By Polly Courtney
Some would say that an author’s decision to ditch her publisher over charges of sexism just as she needs publicity for her new novel are cynical. Having read It’s a Man’s World, in which shrewd capitalist nous rules, I can see why Polly Courtney did it. She’s a smart businesswoman. And while I don’t doubt her good feminist intentions, I cannot help but question her methods.
Everything Courtney said in the flurry of publicity surrounding the launch of It’s a Man’s World and her strategic unshackling from publisher HarperCollins was sound. She doesn’t have a problem with the existence of chick lit, she said, only that the line between it and the broad ‘genre’ of women’s fiction is blurring to the detriment of readers and authors. “My writing has been shoehorned into a place that’s not right for it,” she said. “It is commercial fiction, it is not literary, but the real issue I have is that it has been completely defined as women’s fiction… Yes it is page turning, no it’s not War and Peace. But it shouldn’t be portrayed as chick lit.” There are lots of things to unpack here, but the main one is her acknowledgement that her writing is commercial in its outlook. One has to be wary of an author who implies that she sits down at her desk and thinks how to tell a story that will sell rather than one that will move its readers. She’s admitting that her objective is money, not art. We should not be surprised by this: she graduated from a City career to one that combines commercial fiction with corporate consultancy. Moreover, her protagonist in It’s a Man’s World is charged with transforming a failing business into a profitable one. Alexa is incentivised to do that by her desire to succeed in the corporate arena and – just in case anyone doubted her capitalist credentials – a £20,000 bonus.
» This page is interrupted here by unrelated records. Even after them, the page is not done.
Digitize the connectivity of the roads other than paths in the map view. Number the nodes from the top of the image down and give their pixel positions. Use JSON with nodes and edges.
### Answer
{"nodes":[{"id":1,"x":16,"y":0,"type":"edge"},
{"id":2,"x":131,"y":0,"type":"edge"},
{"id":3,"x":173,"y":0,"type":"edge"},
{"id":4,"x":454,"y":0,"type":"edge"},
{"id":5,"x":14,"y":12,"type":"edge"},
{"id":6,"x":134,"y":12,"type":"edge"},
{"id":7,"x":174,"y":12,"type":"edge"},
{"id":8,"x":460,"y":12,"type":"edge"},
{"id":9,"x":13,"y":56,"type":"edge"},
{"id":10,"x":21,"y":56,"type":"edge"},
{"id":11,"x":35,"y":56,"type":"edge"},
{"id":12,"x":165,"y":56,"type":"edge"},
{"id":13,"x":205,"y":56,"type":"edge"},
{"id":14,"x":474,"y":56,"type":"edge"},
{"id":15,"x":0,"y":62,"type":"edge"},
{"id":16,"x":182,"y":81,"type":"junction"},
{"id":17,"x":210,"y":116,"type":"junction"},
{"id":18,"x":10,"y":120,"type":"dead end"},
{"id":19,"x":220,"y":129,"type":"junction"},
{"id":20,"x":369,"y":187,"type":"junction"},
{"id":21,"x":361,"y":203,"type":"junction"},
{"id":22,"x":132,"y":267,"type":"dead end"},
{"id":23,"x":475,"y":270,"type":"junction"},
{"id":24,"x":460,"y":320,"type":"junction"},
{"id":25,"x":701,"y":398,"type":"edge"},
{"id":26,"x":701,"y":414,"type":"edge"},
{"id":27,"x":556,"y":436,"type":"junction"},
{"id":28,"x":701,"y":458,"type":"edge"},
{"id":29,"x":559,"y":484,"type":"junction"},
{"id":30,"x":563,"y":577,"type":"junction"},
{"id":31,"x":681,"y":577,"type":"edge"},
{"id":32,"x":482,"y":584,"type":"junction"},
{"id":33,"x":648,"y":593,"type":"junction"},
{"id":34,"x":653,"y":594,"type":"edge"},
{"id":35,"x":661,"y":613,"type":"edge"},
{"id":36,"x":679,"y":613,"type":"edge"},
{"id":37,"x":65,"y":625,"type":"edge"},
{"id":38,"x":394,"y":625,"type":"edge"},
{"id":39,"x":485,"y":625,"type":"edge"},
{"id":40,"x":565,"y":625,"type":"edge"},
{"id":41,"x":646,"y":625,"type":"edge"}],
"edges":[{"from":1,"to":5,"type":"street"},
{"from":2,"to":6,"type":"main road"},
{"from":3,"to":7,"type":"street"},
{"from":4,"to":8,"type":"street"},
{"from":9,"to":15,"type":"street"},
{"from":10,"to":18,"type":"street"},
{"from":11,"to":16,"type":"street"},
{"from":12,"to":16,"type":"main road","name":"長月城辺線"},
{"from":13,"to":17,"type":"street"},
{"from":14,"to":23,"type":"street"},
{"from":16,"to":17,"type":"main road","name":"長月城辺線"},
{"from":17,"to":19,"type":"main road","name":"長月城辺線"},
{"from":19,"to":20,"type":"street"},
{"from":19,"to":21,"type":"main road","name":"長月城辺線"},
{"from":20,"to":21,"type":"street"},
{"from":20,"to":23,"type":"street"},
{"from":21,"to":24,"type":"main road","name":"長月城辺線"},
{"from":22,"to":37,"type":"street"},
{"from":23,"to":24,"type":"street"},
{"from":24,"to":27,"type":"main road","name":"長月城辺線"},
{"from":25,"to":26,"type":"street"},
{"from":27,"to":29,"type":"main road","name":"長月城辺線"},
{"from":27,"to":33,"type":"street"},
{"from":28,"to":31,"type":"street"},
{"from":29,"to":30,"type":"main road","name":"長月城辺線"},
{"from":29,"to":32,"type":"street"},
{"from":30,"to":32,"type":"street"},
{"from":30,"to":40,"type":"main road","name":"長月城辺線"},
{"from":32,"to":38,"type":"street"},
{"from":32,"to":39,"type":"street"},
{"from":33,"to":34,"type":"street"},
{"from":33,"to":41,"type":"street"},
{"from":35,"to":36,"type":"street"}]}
Courtney concentrates on exposing corporate sexism and the impact of sexism on its victims. The novel is effective at showing how people are hurt by sexism, and how seemingly innocent choices can create a sexist culture. Although many of her characters are walking clichés (the misogynistic pig, the clean-tidy-friendly gay man, the charming but characterless boyfriend, etc), Courtney manages to expose the injustice and hypocrisy of sexism. Alexa looks down on the office’s busty, giggly assistant Sienna, who turns out to be a classic Machiavellian using sex to climb socially and professionally. At least we feel from Courtney that this is wrong – not that Sienna chooses to behave promiscuously, but that she feels that society gives her no other option. But here’s Courtney’s hypocrisy: although Alexa disapproves of Sienna’s behaviour, she spends a lot of time fretting about her own appearance before important business meetings. In one early scene, Alexa even recognises the irony in her desire to look glamorous while wanting to be judged on her performance. Alexa is just another version of Sienna: using image to get ahead – less leopard-print, more Jimmy Choo.
So this is where Courtney falls down: she points out Sienna’s lack of choice, but is not brave enough to direct her protagonist to subvert it. Instead, the only character who does make a stand against this awful sexist situation is Georgie, the unattractive, aggressive feminist activist burdened by a man’s name. It seems that Courtney isn’t the only one with a shoehorn. Georgie is not motivated by appearance or money or status (as Alexa is); Georgie is focused on demolishing sexism. It’s most unfortunate that in Courtney’s world, Georgie is an outsider, portrayed as utterly different from Alexa and Sienna and every other woman who ‘just wants a career’. In Courtney’s world, it seems that Georgie will never be accepted. Although Alexa comes round to Georgie’s way of thinking, she can no longer operate in the phallocentric corporate world. She has to work for a small, non-profit organisation instead – a job offered to her in a honey-dripped Hollywood ending.
This brings us back to Courtney’s description of her work as commercial, and reveals a great deal about this writer. It appears that she is resigned to the fact that feminism and capitalism are incompatible. And her decision to write commercial fiction shows that while she has the interests of Alexa, Georgie and Sienna at heart, she just cannot bring herself to operate outside of money-dominated patriarchy. She wants to make money, not art.
It is true that capitalism and feminism are strange bedfellows. More than that, they are locked in epic battle. Make no bones about it: the reason for the persistence of sexism is capitalism. The reason why feminism became something only for the intellectual classes after the Seventies was because everyone else – including the liberated women – concentrated on making money instead. I don’t mean to say that they wanted money for the sake of it; everyone wants money for all sorts of different reasons – usually top is providing for one’s family at the basic level. The fact that Alexa has to be up to her nose in sexism before she’ll even acknowledge that it’s a hindrance shows just how diverting cash actually is. That sexism continues despite the various revolutions, in parallel to the onward march of capitalism, is no coincidence.
It’s why a feminist such as Courtney shies away from writing a book about Georgie (and humanising her away from a stereotype). The promise of cash would be much less than if she writes a book about Alexa, who wants to drink fine wine, look good, return a business to profitability and liberate the sisters before bedtime. Courtney’s novel admits that this cannot be achieved. Perhaps her departure from profit-hunting HarperCollins signifies a new path, new tactics and new objectives.